▶ **Work instructions**
Below are the records; copy out every line that holds the word "edges".

▶ **Records for this task**
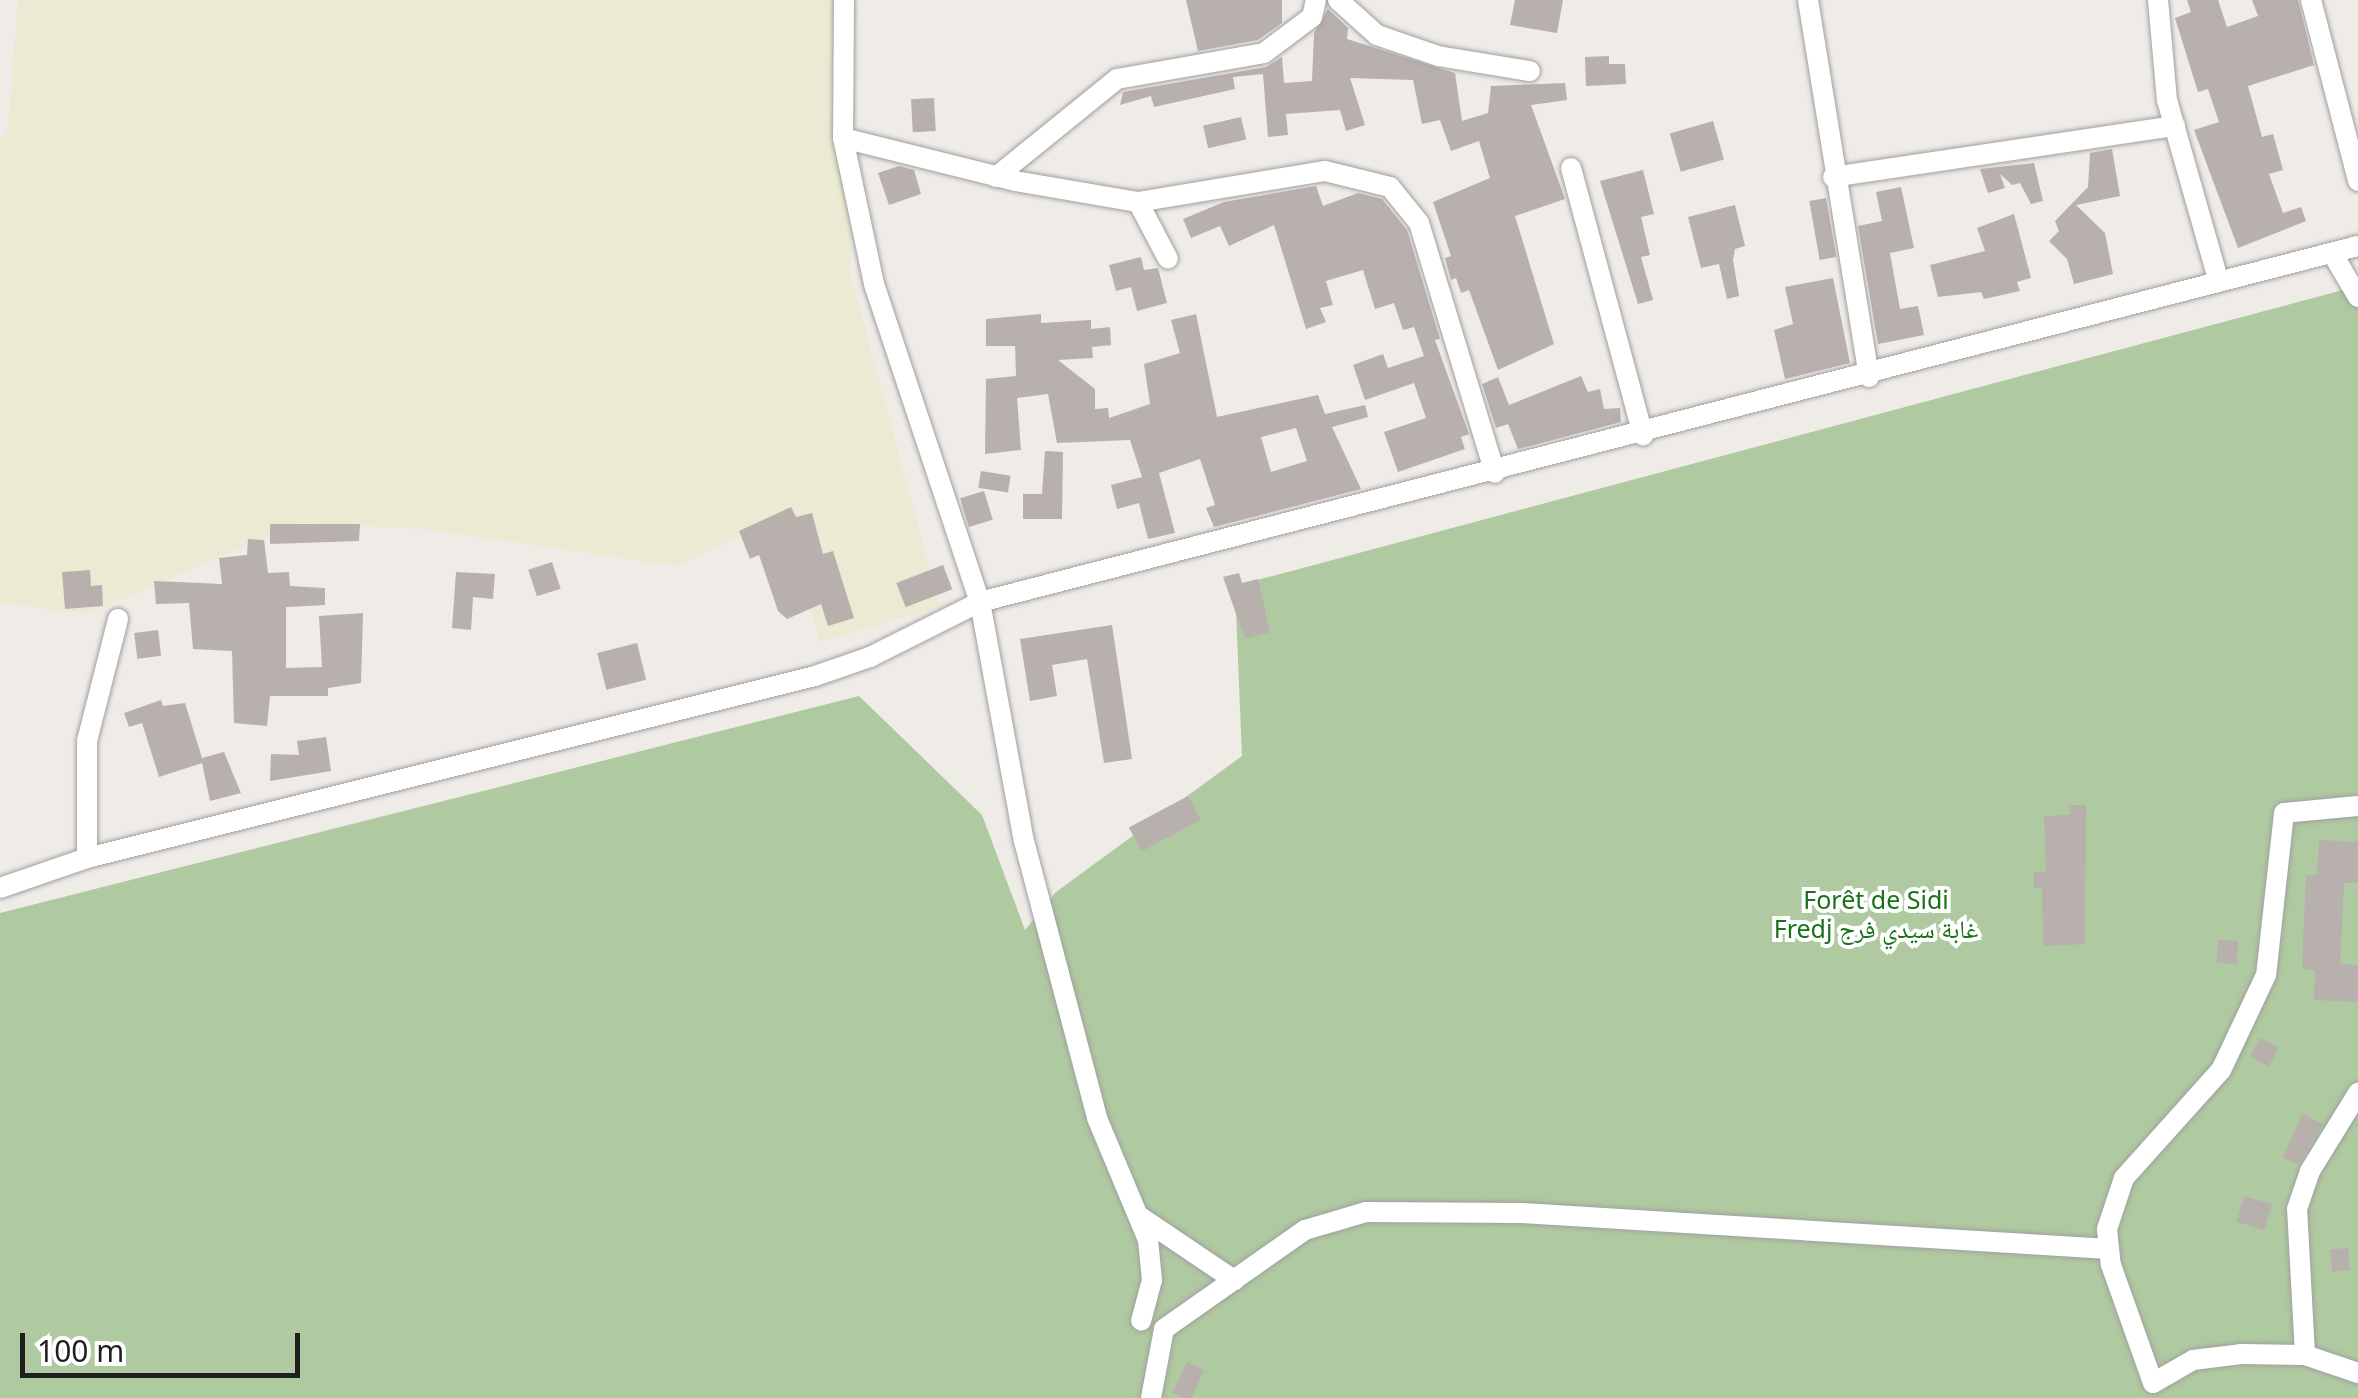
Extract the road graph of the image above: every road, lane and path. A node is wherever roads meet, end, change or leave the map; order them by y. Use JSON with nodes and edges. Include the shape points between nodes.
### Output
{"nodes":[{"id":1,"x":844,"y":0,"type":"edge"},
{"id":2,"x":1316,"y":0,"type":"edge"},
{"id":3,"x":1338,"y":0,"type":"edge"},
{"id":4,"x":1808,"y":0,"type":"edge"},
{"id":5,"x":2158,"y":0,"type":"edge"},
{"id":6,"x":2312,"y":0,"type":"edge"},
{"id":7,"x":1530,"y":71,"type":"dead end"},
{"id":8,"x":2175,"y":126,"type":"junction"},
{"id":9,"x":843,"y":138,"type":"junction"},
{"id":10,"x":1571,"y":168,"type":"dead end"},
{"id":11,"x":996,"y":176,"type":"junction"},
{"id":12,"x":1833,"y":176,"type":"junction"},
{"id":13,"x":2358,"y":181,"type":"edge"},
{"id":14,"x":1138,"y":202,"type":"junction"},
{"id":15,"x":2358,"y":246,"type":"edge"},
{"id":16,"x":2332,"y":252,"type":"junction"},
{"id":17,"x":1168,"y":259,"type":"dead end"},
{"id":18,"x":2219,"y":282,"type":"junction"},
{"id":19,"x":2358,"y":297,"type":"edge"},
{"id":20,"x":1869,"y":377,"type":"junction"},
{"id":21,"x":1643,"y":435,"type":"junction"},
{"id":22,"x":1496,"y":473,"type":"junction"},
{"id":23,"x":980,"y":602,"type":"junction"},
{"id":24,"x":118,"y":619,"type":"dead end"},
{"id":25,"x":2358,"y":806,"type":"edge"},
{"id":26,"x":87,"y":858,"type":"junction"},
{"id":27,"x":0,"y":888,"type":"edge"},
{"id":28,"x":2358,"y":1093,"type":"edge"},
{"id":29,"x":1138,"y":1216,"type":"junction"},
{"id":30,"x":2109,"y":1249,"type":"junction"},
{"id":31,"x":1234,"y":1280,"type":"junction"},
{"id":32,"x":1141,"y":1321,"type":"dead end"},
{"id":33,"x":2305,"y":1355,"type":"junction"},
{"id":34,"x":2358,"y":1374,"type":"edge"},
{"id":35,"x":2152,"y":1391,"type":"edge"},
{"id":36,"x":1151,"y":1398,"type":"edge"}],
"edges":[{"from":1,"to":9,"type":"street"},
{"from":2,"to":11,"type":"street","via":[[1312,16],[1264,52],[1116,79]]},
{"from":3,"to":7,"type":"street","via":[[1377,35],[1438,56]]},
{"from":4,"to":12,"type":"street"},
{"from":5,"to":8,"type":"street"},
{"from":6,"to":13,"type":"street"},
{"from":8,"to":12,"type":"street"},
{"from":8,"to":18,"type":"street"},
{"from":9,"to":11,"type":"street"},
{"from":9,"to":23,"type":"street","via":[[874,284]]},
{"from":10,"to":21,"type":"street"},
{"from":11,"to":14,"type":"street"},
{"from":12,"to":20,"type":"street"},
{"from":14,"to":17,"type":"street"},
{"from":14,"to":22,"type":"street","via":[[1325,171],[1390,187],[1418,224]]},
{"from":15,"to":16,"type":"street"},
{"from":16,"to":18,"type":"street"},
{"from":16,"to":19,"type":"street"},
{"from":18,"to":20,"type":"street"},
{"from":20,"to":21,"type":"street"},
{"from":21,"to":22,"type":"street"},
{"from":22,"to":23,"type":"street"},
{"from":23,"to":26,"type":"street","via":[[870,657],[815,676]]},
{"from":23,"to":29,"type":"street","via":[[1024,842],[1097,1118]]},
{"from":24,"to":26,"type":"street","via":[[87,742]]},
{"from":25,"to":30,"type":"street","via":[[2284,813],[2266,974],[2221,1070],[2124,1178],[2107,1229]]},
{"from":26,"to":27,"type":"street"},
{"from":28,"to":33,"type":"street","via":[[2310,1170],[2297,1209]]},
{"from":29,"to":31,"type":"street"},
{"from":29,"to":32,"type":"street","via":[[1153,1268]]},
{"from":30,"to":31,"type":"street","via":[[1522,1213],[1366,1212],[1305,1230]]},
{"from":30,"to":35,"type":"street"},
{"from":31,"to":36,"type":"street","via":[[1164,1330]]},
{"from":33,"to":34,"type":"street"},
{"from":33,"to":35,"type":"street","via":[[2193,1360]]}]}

▶ **Result for this task**
Extract the road graph of the image above: every road, lane and path. A node is wherever roads meet, end, change or leave the map; order them by y. Use JSON with nodes and edges. Include the shape points between nodes.
"edges":[{"from":1,"to":9,"type":"street"},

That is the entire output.